# [Aim of the exercise]
For the data below, please report each line where the word "highway" is found.

# [Stored data entries]
*-*-*

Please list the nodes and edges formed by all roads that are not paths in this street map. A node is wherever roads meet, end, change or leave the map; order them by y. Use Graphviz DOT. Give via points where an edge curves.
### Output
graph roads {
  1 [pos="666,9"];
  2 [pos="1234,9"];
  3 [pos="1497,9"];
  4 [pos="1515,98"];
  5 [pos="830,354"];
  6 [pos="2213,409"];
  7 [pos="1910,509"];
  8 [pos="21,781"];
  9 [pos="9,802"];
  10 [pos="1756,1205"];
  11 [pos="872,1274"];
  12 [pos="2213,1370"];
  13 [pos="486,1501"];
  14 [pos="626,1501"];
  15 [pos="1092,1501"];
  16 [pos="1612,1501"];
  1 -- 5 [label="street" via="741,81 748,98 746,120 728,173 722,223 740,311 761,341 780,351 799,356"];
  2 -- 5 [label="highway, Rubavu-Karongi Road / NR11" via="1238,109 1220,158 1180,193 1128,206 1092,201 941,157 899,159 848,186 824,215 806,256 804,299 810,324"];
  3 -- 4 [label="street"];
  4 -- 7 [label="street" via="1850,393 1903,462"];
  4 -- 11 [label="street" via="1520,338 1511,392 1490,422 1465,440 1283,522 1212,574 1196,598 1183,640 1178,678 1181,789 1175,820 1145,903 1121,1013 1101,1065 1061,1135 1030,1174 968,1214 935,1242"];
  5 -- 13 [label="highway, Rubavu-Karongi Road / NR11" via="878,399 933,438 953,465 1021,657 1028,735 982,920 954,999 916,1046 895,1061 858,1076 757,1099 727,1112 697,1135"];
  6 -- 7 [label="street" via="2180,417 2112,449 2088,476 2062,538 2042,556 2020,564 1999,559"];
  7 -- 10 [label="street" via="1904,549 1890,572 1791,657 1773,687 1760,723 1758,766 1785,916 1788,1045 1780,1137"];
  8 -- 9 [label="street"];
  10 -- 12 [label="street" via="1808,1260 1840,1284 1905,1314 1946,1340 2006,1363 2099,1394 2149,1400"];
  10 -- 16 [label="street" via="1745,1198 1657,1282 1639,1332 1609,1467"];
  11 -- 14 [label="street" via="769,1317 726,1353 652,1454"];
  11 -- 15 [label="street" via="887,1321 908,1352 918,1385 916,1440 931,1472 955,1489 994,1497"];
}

*-*-*

# [Response to the exercise]
  2 -- 5 [label="highway, Rubavu-Karongi Road / NR11" via="1238,109 1220,158 1180,193 1128,206 1092,201 941,157 899,159 848,186 824,215 806,256 804,299 810,324"];
  5 -- 13 [label="highway, Rubavu-Karongi Road / NR11" via="878,399 933,438 953,465 1021,657 1028,735 982,920 954,999 916,1046 895,1061 858,1076 757,1099 727,1112 697,1135"];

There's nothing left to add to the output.